(Dataset records)
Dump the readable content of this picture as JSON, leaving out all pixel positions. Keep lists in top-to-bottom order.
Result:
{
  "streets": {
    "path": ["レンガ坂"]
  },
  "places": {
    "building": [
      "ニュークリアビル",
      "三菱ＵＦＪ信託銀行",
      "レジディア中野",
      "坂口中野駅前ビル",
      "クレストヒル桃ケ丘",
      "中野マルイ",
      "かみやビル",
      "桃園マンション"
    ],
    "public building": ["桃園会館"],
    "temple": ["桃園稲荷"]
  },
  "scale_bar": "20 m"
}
* * *
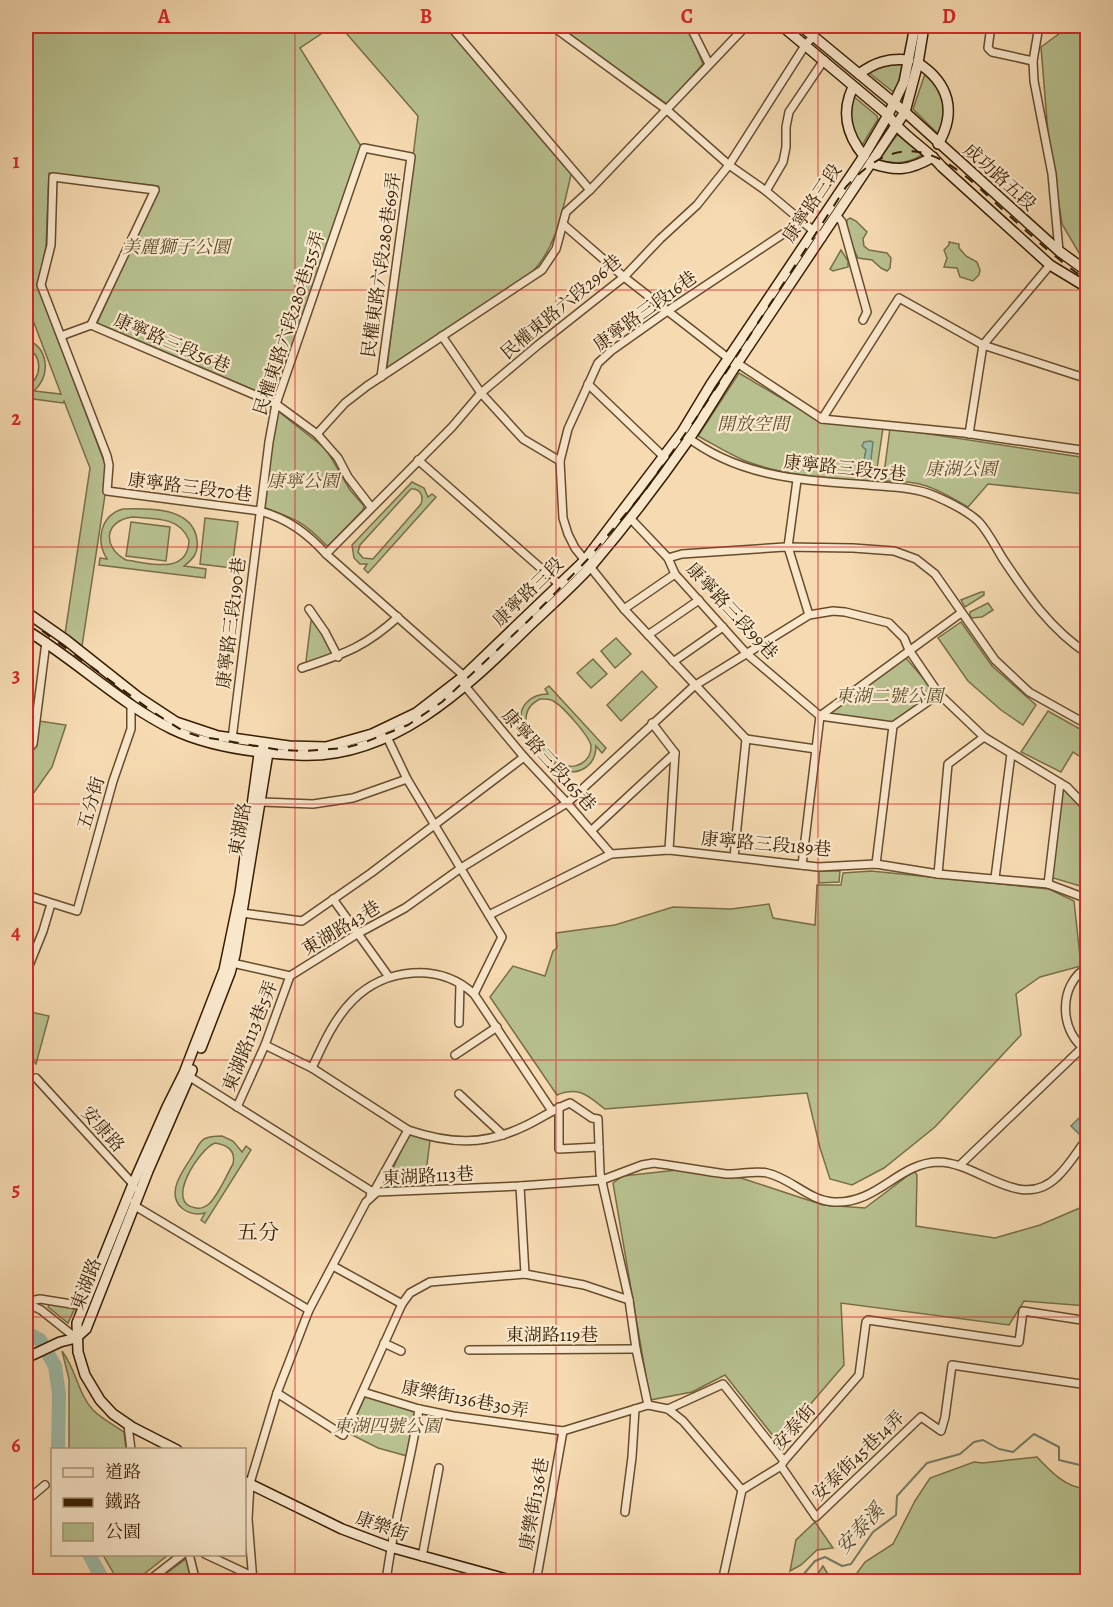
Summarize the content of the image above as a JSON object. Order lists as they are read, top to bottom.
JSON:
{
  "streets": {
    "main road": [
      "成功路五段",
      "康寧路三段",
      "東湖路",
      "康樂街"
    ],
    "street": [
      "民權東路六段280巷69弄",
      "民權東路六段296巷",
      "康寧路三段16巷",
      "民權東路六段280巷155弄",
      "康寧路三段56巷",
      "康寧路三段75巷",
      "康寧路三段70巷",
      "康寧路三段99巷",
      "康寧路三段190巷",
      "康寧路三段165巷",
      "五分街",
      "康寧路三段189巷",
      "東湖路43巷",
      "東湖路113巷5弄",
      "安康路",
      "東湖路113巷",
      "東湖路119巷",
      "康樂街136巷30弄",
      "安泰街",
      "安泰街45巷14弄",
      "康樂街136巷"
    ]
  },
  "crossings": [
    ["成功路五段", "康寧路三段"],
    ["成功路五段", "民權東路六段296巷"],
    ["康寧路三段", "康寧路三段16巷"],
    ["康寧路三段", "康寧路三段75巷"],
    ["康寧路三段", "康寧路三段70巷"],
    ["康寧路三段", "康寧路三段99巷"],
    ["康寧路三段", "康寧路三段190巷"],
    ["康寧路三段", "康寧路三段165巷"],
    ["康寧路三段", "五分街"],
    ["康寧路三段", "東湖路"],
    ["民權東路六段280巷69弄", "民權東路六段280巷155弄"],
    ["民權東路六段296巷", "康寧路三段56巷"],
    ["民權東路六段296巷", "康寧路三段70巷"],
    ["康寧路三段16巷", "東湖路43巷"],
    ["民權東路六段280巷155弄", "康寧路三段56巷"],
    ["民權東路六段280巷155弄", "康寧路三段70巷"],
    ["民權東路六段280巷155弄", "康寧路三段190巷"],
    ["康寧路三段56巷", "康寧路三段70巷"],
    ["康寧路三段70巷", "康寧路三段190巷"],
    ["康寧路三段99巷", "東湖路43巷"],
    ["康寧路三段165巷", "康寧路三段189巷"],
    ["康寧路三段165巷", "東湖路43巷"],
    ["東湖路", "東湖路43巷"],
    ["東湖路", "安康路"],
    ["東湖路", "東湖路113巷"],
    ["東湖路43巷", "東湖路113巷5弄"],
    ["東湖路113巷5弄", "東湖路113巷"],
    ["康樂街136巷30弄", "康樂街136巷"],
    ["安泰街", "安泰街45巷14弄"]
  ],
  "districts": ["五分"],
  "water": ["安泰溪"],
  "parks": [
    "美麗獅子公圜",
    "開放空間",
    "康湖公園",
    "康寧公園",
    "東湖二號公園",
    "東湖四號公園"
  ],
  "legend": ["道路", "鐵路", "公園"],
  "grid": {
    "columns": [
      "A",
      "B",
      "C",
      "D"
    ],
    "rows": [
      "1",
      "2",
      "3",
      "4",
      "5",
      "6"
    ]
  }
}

● **What you need to do**
Return each full line of the entries that contains the word "lists".

● **Response to the task**
Dump the readable content of this picture as JSON, leaving out all pixel positions. Keep lists in top-to-bottom order.
Summarize the content of the image above as a JSON object. Order lists as they are read, top to bottom.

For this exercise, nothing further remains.